Rome is a massive tourist destination, the top one in Italy and one of the major ones globally. With attractions like the Colosseum and the Vatican, it’s the third biggest EU tourist city, receiving 7-10 million tourists a year, with at least a couple of million of those from English speaking countries (USA/UK/Australia/Canada).
Therefore Rome is well equipped to receive English speakers, and English is actually quite widely spoken in all the central areas of Rome tourists go to.
- Tourist shops
- Attractions (English spoken, plus English language leaflets)
- Restaurants (at least enough to take your order).
- Tourist Information centers
- Walking tours of Rome available fully in English.
- Younger people under 30 will especially be able to speak English. Older people may struggle a bit.
Basically, for short holidays, tourists never report any problems getting by not really speaking Italian. At best, just having a few basic please/hello/thank-you (which are very easy to pick up anyway – see below) is plenty sufficient for short stays in Rome.
Of course, as you move outside the central areas, and into smaller shops/cafe’s/suburbs, English is less spoken, in line with most of the rest of Italy. Only around one third of the Italian population as a whole speaks English, and even then often only basic. In the central parts of Rome, this maybe moves up to around 50%, because of all the tourism.
But still often only enough to do their job. Truly fluent English speakers are actually hard to find among the general population of Italy, and are usually restricted to highly educated professionals/academics.
Most other Italians – in Rome or elsewhere – can only speak a basic level of English if they are proficient, which is why it’s usually better to learn Italian regardless – see further below.
Can You Live In Rome Without Speaking Italian?
Going on holiday to Rome for one or two weeks is one thing – millions of people can and do go there for short trips and get by fine only speaking English plus a few Italian words. But moving there permanently is a whole different matter. Could you actually live in Rome as an expat and not speak any Italian?
It could theoretically be possible to move to Rome and not speak any Italian, but this is not recommended, since it will severely limit your opportunities and ease of daily life.
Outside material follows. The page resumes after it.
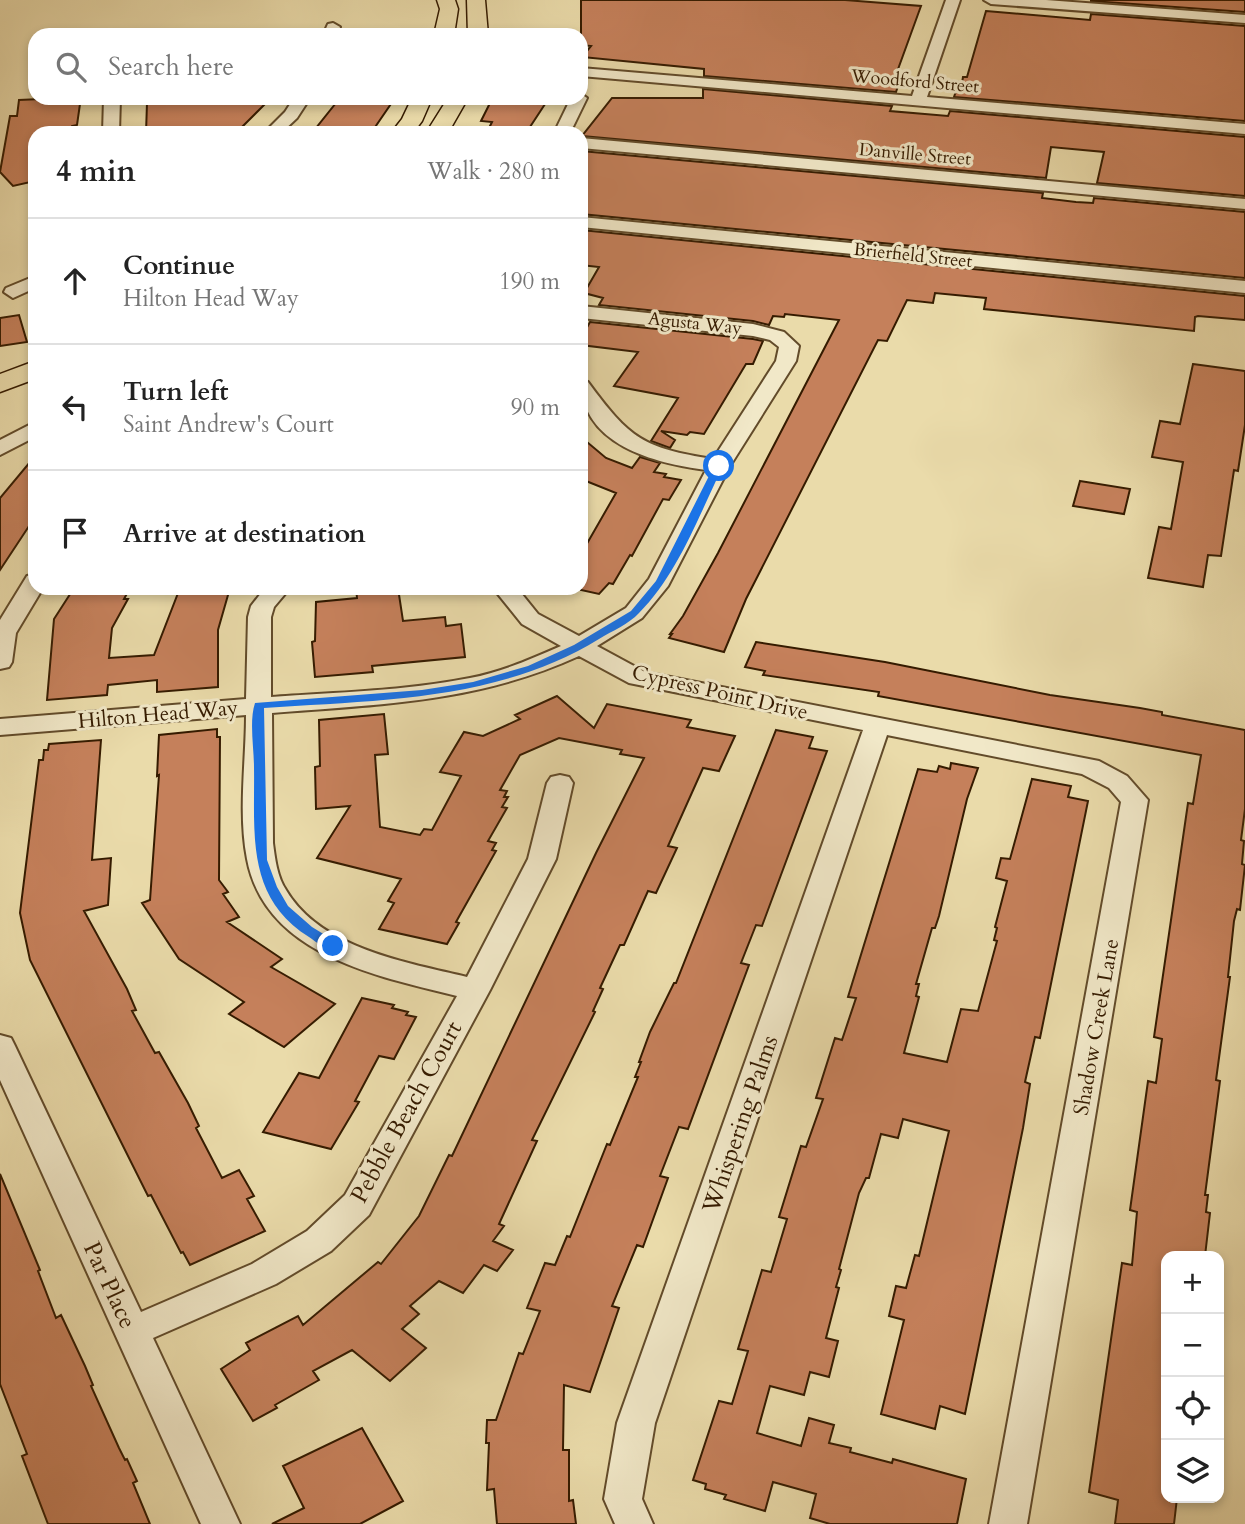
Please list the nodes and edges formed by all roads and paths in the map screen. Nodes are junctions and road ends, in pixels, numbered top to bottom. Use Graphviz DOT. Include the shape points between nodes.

Realistically, it is necessary to have some Italian proficiency to deal with problems that will arise in daily life moving to any foreign country.
In other words, you could totally live in Rome, especially the central parts, and get by doing the absolute basics without speaking Italian:
- Shopping – you can just fill your trolley up, tap you card or hand over cash, then it’s “ciao” and move on.
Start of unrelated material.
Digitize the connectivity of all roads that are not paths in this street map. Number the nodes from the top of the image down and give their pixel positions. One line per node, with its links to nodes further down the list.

- Eating out – Again, English is widely enough spoken you can order food fine just speaking English or pointing.
- Transport – Again buses are easy – just feed coins into those machines on the bus and get a ticket. Train stations do have signs in English as well, and some staff will speak English.
But this is a pretty limited life. Anything more in depth than that, or just dealing with the (famously bureaucratic, slow moving) system in Italy, you’re going to be much better off if you can speak some Italian.
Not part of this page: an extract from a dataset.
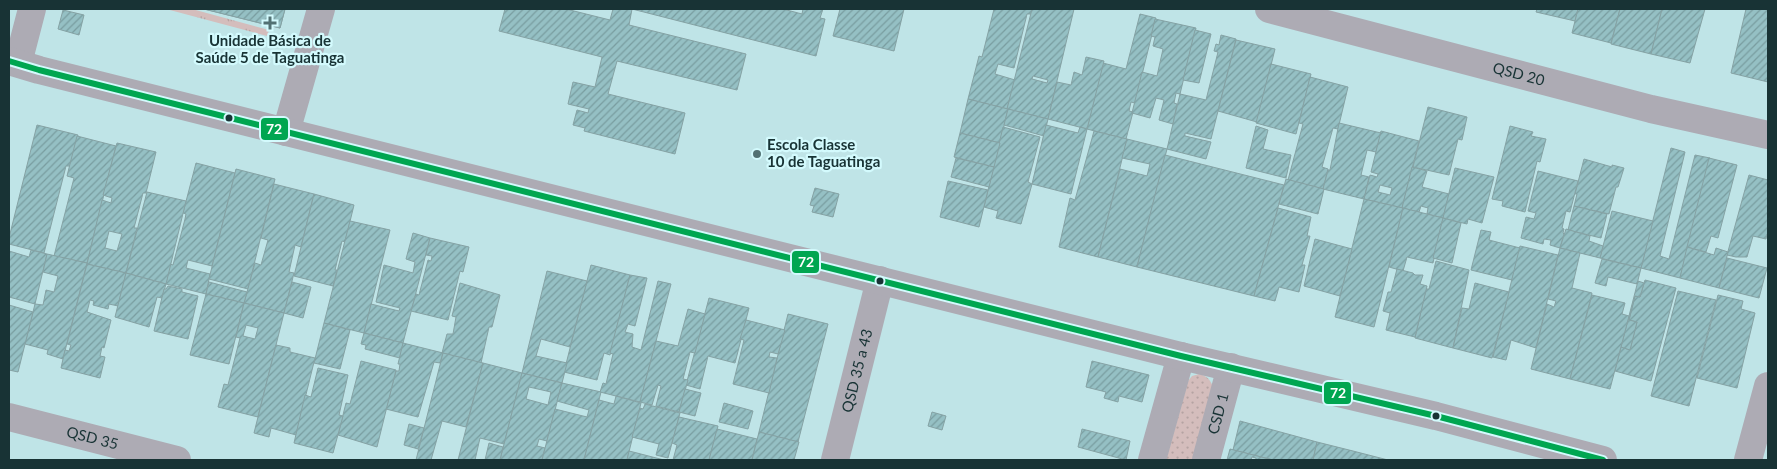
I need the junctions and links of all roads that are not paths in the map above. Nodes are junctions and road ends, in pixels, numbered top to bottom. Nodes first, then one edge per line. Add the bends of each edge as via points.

Here are some problems or things you’ll encounter in daily life living in Rome long term, that you’ll navigate much more easily if you know some Italian:
- General state admin/paperwork – getting your tax “codice fiscale” card/number or “permesso di soggiorno” (residence permits) or other visa stuff – It’s going to be hard to do this only speaking English. From personal experience, not many staff at these centers speak English.
- Opening up bank accounts
- Possibly getting loans, mortgages, credit cards (contracts likely only in Italian)
- Setting up mobile phone/internet contracts (only in Italian)
- Setting up utilities contracts (gas/electric/water).
- Getting your car fixed if you drive
- Getting broken AC fixed (especially in summer)
- Buying property
- Signing long term rental agreements
- Opening up businesses
- Going anywhere outside the main center of Rome, or anywhere else in Italy where English isn’t very widely spoken (like countryside areas)
For any of these things, plus other “stuff” that will come up where you need to interact with local person who may not speak English in order to get something sorted, you realistically need to know some Italian to make your interactions easier.
For sure, there are probably expats who just muddle through with a few basic Italian words, plus miming/pointing and using Google Translate when needed. But most will find it much easier if they learn the language and can have at least a basic interaction to convey something in Italian.
Can You Work In Rome Without Speaking Italian?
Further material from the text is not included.